_Description of the task_: Which lines of the records contain "Fanjunkaregatan"? Collect every one of them.

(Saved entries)

———

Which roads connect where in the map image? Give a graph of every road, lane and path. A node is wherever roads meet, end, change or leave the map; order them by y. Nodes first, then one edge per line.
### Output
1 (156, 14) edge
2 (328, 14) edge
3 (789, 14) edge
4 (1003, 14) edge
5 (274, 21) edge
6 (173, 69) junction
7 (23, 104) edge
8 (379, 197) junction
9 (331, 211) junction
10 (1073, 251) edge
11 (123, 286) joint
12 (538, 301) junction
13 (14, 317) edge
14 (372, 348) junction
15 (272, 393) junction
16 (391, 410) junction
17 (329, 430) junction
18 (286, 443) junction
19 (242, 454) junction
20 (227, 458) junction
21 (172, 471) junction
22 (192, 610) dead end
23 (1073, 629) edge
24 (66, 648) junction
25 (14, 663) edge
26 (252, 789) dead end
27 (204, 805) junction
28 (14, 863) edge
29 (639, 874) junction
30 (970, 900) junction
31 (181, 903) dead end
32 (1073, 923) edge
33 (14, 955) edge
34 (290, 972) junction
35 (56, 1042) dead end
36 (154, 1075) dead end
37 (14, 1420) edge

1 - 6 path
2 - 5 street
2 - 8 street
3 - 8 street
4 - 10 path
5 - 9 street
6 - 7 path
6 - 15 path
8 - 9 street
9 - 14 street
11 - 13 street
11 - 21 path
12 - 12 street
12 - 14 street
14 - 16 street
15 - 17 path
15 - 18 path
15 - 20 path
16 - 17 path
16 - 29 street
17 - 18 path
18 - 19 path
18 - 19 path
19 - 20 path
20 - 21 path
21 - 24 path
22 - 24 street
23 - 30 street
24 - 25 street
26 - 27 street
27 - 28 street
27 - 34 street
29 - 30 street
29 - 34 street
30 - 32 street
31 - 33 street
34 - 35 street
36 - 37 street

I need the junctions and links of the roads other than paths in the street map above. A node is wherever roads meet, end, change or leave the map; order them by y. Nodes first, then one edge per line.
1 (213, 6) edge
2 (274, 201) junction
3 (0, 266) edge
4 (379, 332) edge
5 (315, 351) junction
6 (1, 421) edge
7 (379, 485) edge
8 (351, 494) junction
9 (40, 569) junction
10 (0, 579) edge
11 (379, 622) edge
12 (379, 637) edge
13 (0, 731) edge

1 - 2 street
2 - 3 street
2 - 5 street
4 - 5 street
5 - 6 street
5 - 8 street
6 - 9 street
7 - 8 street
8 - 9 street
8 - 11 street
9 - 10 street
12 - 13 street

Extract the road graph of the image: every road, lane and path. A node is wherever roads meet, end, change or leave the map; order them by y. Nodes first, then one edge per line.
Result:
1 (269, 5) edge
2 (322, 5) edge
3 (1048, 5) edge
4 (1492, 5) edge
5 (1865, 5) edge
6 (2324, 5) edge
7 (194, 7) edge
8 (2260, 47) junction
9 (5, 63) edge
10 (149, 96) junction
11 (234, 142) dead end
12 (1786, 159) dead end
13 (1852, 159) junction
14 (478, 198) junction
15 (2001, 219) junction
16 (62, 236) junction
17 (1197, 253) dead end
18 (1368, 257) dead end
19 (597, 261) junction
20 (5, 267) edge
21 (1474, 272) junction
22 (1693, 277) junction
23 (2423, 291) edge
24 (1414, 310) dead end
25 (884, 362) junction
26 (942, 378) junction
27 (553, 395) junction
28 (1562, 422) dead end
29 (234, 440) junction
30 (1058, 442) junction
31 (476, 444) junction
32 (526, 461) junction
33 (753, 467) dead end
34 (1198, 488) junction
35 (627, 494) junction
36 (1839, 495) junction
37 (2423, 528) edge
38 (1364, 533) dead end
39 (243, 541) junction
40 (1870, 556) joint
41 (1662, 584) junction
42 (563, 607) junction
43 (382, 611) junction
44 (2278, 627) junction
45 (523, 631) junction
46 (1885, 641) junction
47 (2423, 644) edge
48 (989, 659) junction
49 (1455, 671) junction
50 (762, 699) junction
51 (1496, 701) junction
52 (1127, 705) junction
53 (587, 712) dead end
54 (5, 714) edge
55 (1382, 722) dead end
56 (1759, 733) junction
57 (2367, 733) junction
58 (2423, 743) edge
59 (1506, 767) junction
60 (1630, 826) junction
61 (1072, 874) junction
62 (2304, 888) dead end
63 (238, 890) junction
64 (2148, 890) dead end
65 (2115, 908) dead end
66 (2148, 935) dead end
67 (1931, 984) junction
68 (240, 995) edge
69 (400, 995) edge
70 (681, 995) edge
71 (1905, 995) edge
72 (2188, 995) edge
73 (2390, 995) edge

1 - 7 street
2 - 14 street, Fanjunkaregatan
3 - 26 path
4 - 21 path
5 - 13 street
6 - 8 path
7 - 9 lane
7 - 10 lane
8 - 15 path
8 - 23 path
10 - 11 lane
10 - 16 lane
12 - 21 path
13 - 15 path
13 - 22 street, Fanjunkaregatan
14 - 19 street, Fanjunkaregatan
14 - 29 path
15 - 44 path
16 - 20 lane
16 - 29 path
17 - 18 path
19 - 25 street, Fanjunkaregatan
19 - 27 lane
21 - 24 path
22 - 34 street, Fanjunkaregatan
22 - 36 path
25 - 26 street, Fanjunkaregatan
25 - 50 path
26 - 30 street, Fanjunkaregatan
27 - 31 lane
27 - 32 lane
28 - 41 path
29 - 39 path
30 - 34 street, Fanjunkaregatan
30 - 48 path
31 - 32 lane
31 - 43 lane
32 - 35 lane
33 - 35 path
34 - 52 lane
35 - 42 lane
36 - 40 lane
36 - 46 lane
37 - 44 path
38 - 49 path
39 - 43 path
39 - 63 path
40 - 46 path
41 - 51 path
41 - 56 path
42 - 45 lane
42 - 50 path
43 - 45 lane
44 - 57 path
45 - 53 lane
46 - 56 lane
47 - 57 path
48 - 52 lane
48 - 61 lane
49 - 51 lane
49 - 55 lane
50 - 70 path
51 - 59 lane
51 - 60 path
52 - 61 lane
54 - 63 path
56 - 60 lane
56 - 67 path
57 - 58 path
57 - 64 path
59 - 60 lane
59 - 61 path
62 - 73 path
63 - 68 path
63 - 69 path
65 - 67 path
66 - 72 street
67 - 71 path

———

_Your response_:
2 - 14 street, Fanjunkaregatan
13 - 22 street, Fanjunkaregatan
14 - 19 street, Fanjunkaregatan
19 - 25 street, Fanjunkaregatan
22 - 34 street, Fanjunkaregatan
25 - 26 street, Fanjunkaregatan
26 - 30 street, Fanjunkaregatan
30 - 34 street, Fanjunkaregatan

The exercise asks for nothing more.